Last week, I was at EMNLP in Miami, and here are a few notes about what I saw at the conference.

Keynotes

The conference had three keynotes: two good and one amazing.

In the first keynote, Percy Liang talked about research on LLMs that they do at Stanford. One topic was LLM-based agents: Percy Liang predicts that LLMs are awaiting their AlphaGo moment so that we will move from coded agents; soon, the big topic will be agents trained with reinforcement learning, in other words, small black boxes operating over big black boxes. I am not completely sure about this.

The second keynote by Anca Dragan discussed reinforcement learning. As always, when talking about reinforcement learning, we saw examples of learning bad objectives that were exploited by the algorithms. An interesting point was that when using RL in practice, we often need to make choice whther we want a rational agent or a human-like agent.

The third keynote delivered by Tom Griffiths was about Bayesian thinking about LLMs. Initially, I worried about the understandability of the talk because Bayesian typically means plenty of complicated math that I have a hard time understanding, but the talk was excellent. One nice result that he showed in the keynote was that some of the reasoning errors of LLMs (famous example: preferring “A” in multiple-choice QA or being able to decipher substitution ciphers only with popular shifts) can be explained by a high prior from the training data:

\[P(\text{answer}|\text{query}) \propto P(\text{query}|\text{answer})\cdot P(\text{answer})\]

Compensation for the prior probability of the answer may help. These results might seem trivial at first glance, but what shows is that in many cases (when we accepted the popular approach that LLMs the way of doing intelligence, whatever it is), we do not want the LLM to model what is probable in the language. We want it just to do some reasoning. This decomposition might, in turn, show that we sort of have to choose either model language or intelligence, which might suggest that LLMs are not the way to AGI (not that I ever thought they were).

Conference papers

On the first day, there were several papers without much empirical content but with interesting ideas.

  • Pragmatic Norms Are All You Need – Why The Symbol Grounding Problem Does Not Apply to LLMs. Yet another paper that debunks the famous Octopus thought experiment by Bender and Koller (2020). The paper attacks mostly how meaning is defined in the original paper: Even though the octopus paper defines the meaning via intention, the analysis in this paper argues that the underlying assumption is a simple correspondence theory of meaning, which has been criticized many times and better theories exist.
  • How to Compute the Probability of a Word. Linguists often need to estimate word probability (e.g. to estimate reading times based on suprisal). With subword-based language models, it is not straightforward and this paper comes with some probability tricks to compensate for that.
  • Towards similarity-aware Surprisal Theory. This paper tackles an everlasting problem with neural networks and NLP: in the very last layer, we assume that all vocabulary units are conditionally independent (given the context), which is simply not true because words can have a similar meaning. This paper tries to compensate for this by including a similarity term in surprisal computation and, in turn, gets a better estimation of human reading times.

I was pretty surprised at how many NLP tasks people work on. I remember when most papers concerned core NLP tasks like tagging, parsing, or named entity recognition. Now, plenty of tasks, including unusual ones like fairy tale generation, pedagogical assistants, doing math, fact-checking, etc. Also, retrieval augmented generation was a very popular technique. Often, it seemed to me that from the technical perspective, people did pretty much straightforward things. However, because I have almost zero knowledge about many of the tasks, it was still pretty interesting.

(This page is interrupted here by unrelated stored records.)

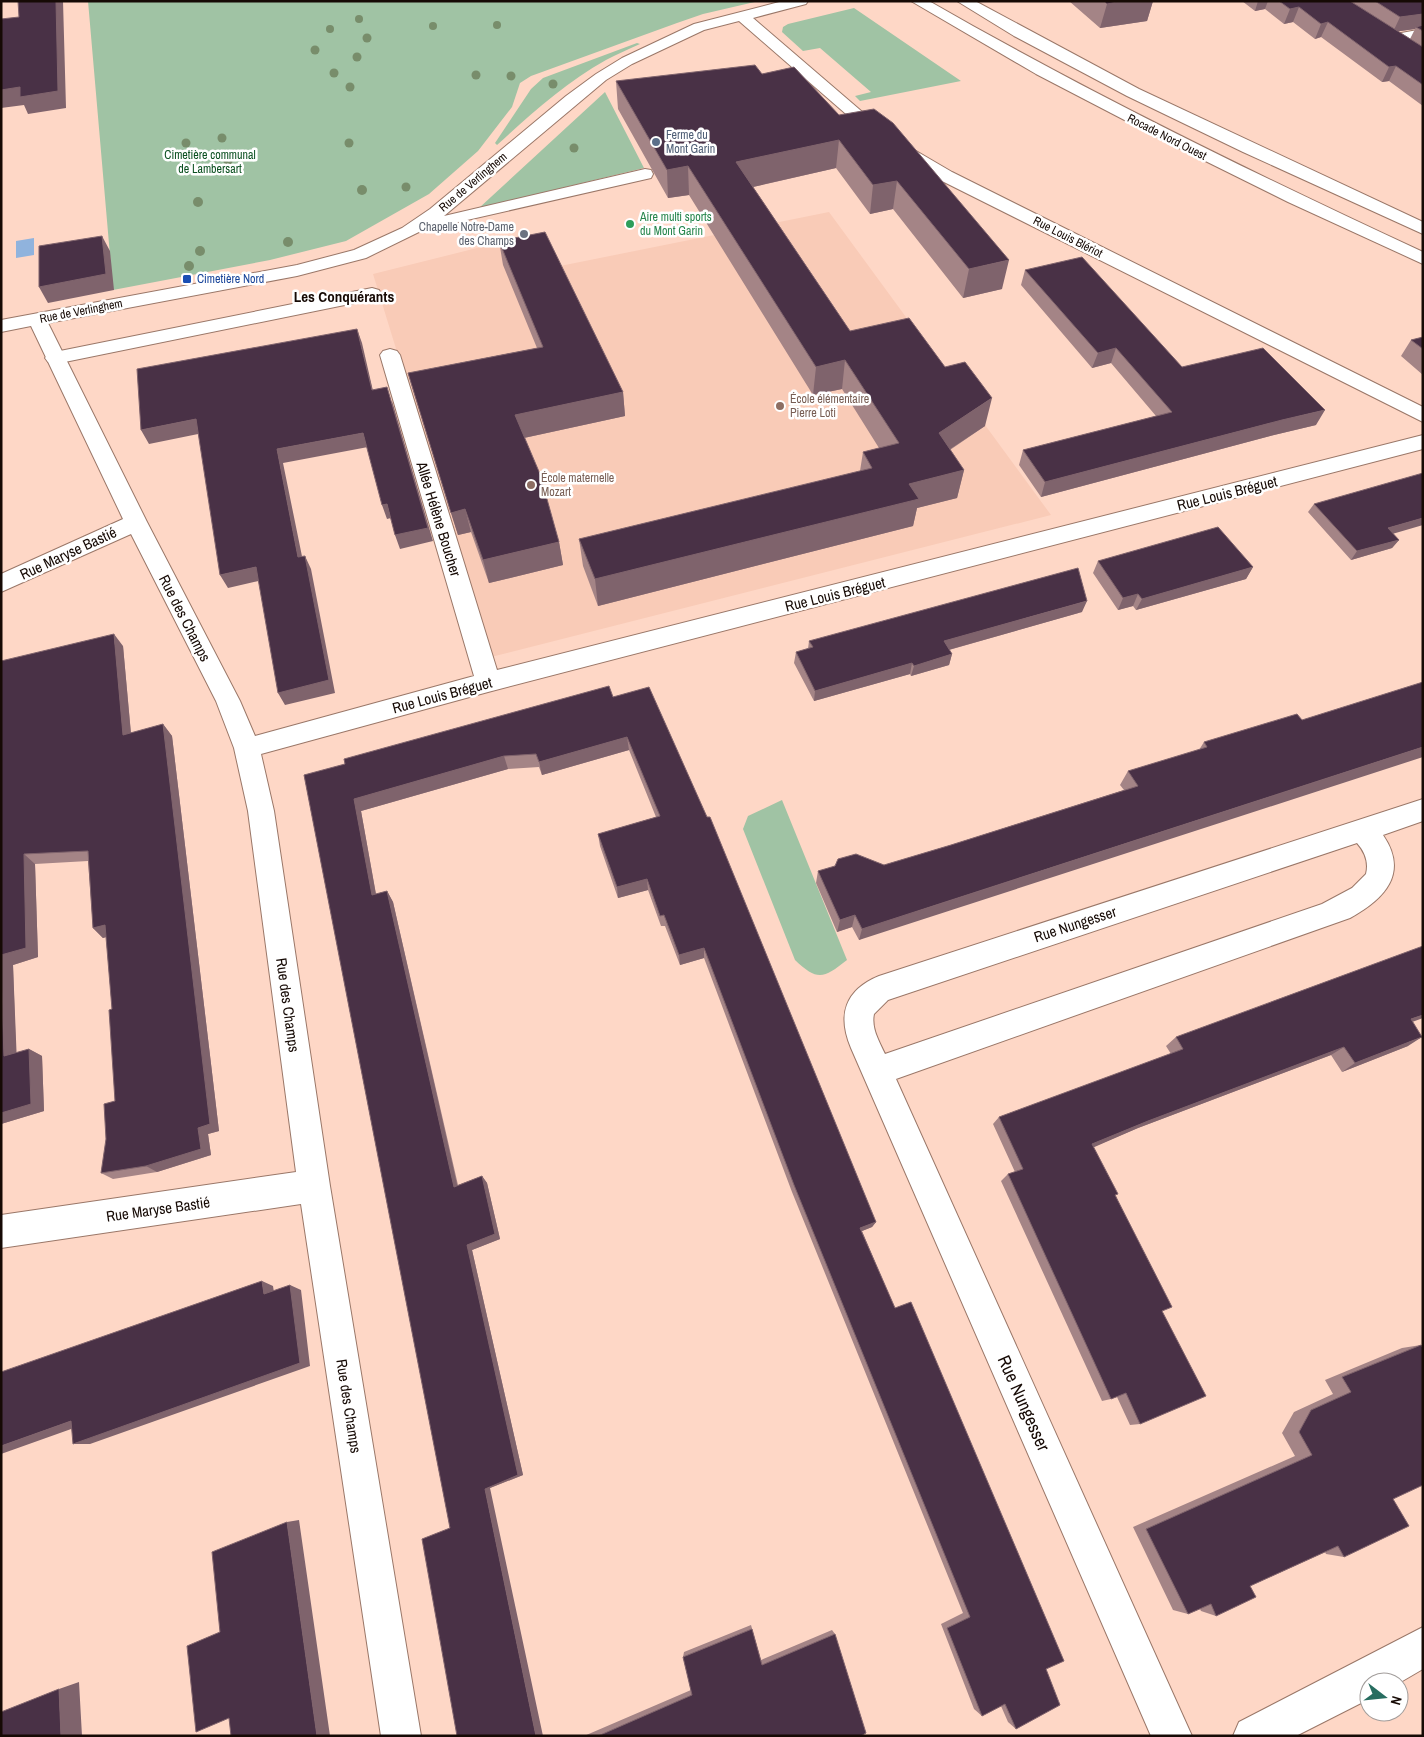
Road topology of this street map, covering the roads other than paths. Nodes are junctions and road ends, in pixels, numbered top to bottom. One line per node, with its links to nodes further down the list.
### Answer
1 (801, 1): 4 (main road, Rue de Verlinghem)
2 (918, 1): 12 (main road, Rocade Nord Ouest)
3 (964, 1): 11 (main road, Rocade Nord Ouest)
4 (742, 16): 10 (main road, Rue de Verlinghem); 18 (main road, Rue Louis Blériot)
5 (1375, 29): 7 (main road)
6 (1423, 33): 7 (main road)
7 (1390, 39): 8 (main road)
8 (1409, 52)
9 (645, 174): 10 (main road)
10 (416, 227): 14 (main road, Rue de Verlinghem)
11 (1423, 229)
12 (1423, 259)
13 (372, 294): 17 (main road)
14 (36, 319): 15 (main road, Rue de Verlinghem); 17 (main road, Rue des Champs)
15 (1, 326)
16 (390, 355): 22 (main road, Allée Hélène Boucher)
17 (56, 358): 20 (main road, Rue des Champs)
18 (1423, 415)
19 (1423, 442): 22 (main road, Rue Louis Bréguet)
20 (136, 522): 21 (main road, Rue Maryse Bastié); 23 (main road, Rue des Champs)
21 (1, 584)
22 (488, 682): 23 (main road, Rue Louis Bréguet)
23 (247, 748): 27 (main road, Rue des Champs)
24 (1423, 810): 25 (main road, Rue Nungesser)
25 (1362, 829): 26 (main road); 26 (main road, Rue Nungesser)
26 (877, 1071): 31 (main road, Rue Nungesser)
27 (314, 1186): 28 (main road, Rue Maryse Bastié); 30 (main road, Rue des Champs)
28 (1, 1232)
29 (1423, 1647): 32 (main road)
30 (400, 1736)
31 (1172, 1736)
32 (1253, 1736)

And here is my biased and, to some extent, a random selection of what was, for me, the outstanding papers:

Workshops

Here are some random takeaways from the workshops, too:

  • Most submissions to WMT translation tasks finetuned LLMs.
  • An important topic at the panel discussion and BlackboxNLP was that evaluation in interpretability is hard. (My interpretation is that the panelists meant that the credibility of interpretability research is often an issue.)
  • Sebastian Ruder and his Cohere colleagues have a dataset for evaluating wrong language generation.